Configure Microservices in NestJS: A Beginner’s Guide
Monolithic architecture was the predominant approach to backend development before 2011. In this model, the entire application is structured as a single, unified codebase, where all components and services are tightly coupled and deployed together as one module. The monolithic approach encapsulates all business logic, data access, the user interface (UI) and other functionalities within a single executable or application.
While the monolithic approach offers simplicity in development and deployment, it introduces significant challenges as applications scale. With a single codebase, even minor changes necessitate rebuilding and redeploying the entire application, resulting in longer development cycles and higher risk of introducing errors. Moreover, scaling a monolithic application is often inefficient, as it typically requires scaling the entire system, even if demand increases in only one component. The tight coupling of components also leads to interdependencies, making the system more fragile and harder to maintain as teams and codebases grow.
The most critical drawback of monolithic architecture, however, is its extensive failure impact, often described as the “burst radius.” A failure in one component can cause the entire system to go down, leading to significant downtime. This interconnection heightens the risk of widespread outages and complicates troubleshooting and recovery. A single issue can cascade through the entire system, making it difficult to isolate and resolve without affecting other parts. Consequently, organizations often face prolonged downtimes, which can have a severe impact on business operations and the overall user experience.
Despite these drawbacks, the monolithic method was the standard for many years due to its simplicity and the lack of alternatives. However, microservices and other new architectural paradigms have provided more flexible and scalable solutions.
What Are Microservices?
In a microservices architecture, an application is composed of small, independent services that communicate with each other through well-defined APIs. Microservices divide an application into distinct, loosely coupled services. Each service is responsible for a specific piece of functionality; for example, in an e-commerce backend application, user authentication, payment processing, inventory management and other services, can be developed, deployed and scaled independently. This provides numerous advantages, including:
- Scalability: Microservices enable the independent scaling of individual services. When one service experiences high demand, it can be scaled without impacting the entire application. This optimizes resource utilization and enhances overall performance.
- Technology flexibility: In a microservices architecture, each service can be developed using the most suitable technologies, languages or frameworks for its specific needs. This flexibility allows development teams to select the best tools for each task.
- Fault isolation: Due to the independent nature of microservices, a failure in one service is less likely to affect the entire system. This minimizes the impact of failures, enhances system resilience and reduces downtime.
- Development and deployment speed: Microservices allow teams to work on different services concurrently, accelerating development processes. Continuous integration and deployment practices are easier to implement, enabling faster updates and more frequent improvements.

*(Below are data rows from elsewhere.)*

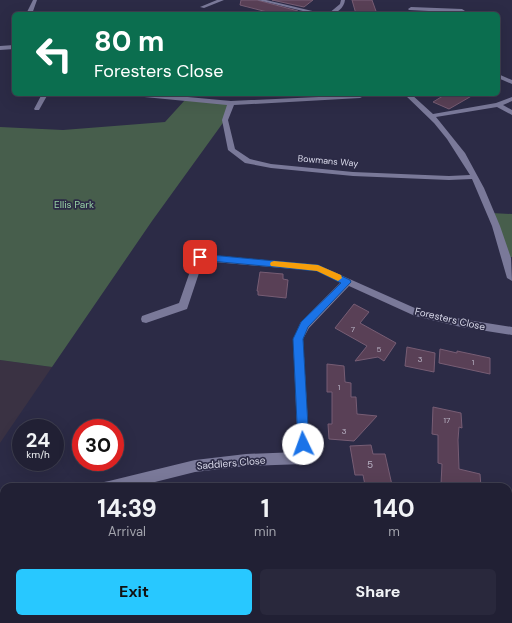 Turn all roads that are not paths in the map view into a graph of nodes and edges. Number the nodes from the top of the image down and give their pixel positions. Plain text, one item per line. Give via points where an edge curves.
1 (35, 0) edge
2 (222, 0) edge
3 (260, 0) edge
4 (343, 0) edge
5 (202, 7) dead end
6 (411, 9) dead end
7 (462, 11) dead end
8 (30, 12) edge
9 (313, 12) edge
10 (333, 12) edge
11 (450, 12) edge
12 (12, 46) edge
13 (0, 48) edge
14 (500, 77) edge
15 (512, 82) edge
16 (44, 96) edge
17 (161, 96) edge
18 (360, 96) dead end
19 (409, 96) edge
20 (272, 97) edge
21 (512, 99) edge
22 (231, 103) junction
23 (498, 106) junction
24 (37, 109) dead end
25 (512, 113) edge
26 (431, 116) junction
27 (475, 177) junction
28 (510, 257) edge
29 (512, 278) edge
30 (347, 282) junction
31 (146, 319) dead end
32 (512, 331) edge
33 (125, 483) edge

1 - 8 street
2 - 5 street
3 - 9 street
4 - 10 street via 342,5
6 - 11 street
7 - 11 street
12 - 13 street
14 - 15 street
16 - 24 street
17 - 22 street
18 - 20 street
19 - 26 street
20 - 22 street
21 - 23 street
22 - 27 street, Bowmans Way via 224,120 232,150 248,161 271,166 353,174
23 - 25 street
23 - 26 street
26 - 27 street via 465,158
27 - 28 street
28 - 29 street
30 - 31 street, Foresters Close via 318,268 200,257 183,306
30 - 32 street, Foresters Close via 415,312
30 - 33 street, Saddlers Close via 305,325 298,339 304,458 246,460 195,466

- Simplified maintenance and updates: The modular structure of microservices makes maintaining and updating applications more straightforward. Changes can be made to individual services without affecting others, reducing the risk of errors and simplifying the testing process.
- Organizational alignment: Microservices facilitate organizing teams around specific business capabilities. Each team can take full ownership of a service, from development through deployment and support, leading to increased autonomy, accountability and efficiency.

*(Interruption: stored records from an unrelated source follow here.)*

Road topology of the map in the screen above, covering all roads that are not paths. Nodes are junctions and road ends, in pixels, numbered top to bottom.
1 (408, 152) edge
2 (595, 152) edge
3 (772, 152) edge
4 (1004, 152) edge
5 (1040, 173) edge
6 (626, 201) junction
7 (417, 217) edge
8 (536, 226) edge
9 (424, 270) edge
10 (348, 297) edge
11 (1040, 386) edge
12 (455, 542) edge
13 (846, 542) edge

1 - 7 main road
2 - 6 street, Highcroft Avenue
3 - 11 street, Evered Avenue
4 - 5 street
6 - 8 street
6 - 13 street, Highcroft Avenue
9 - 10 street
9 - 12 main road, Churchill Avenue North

- Enhanced agility: The modular design of microservices supports iterative development, allowing for more responsive adaptation to changing business needs and fostering rapid innovation.
Monoliths vs. Microservices: Structural Differences
In a monolithic application, all client requests are handled by a single, general controller. This controller is responsible for processing the requests, executing the necessary commands or operations and returning the responses to the client. Essentially, all business logic and request handling is centralized, which simplifies the development process.
In contrast, a microservices architecture introduces additional complexity with the inclusion of an application gateway. The application gateway serves as a crucial intermediary layer in a microservices setup. Here’s how it works:
- Request handling: The gateway receives all incoming requests from clients.
- Routing: It then determines the appropriate microservice or controller that should handle each request based on its routing rules.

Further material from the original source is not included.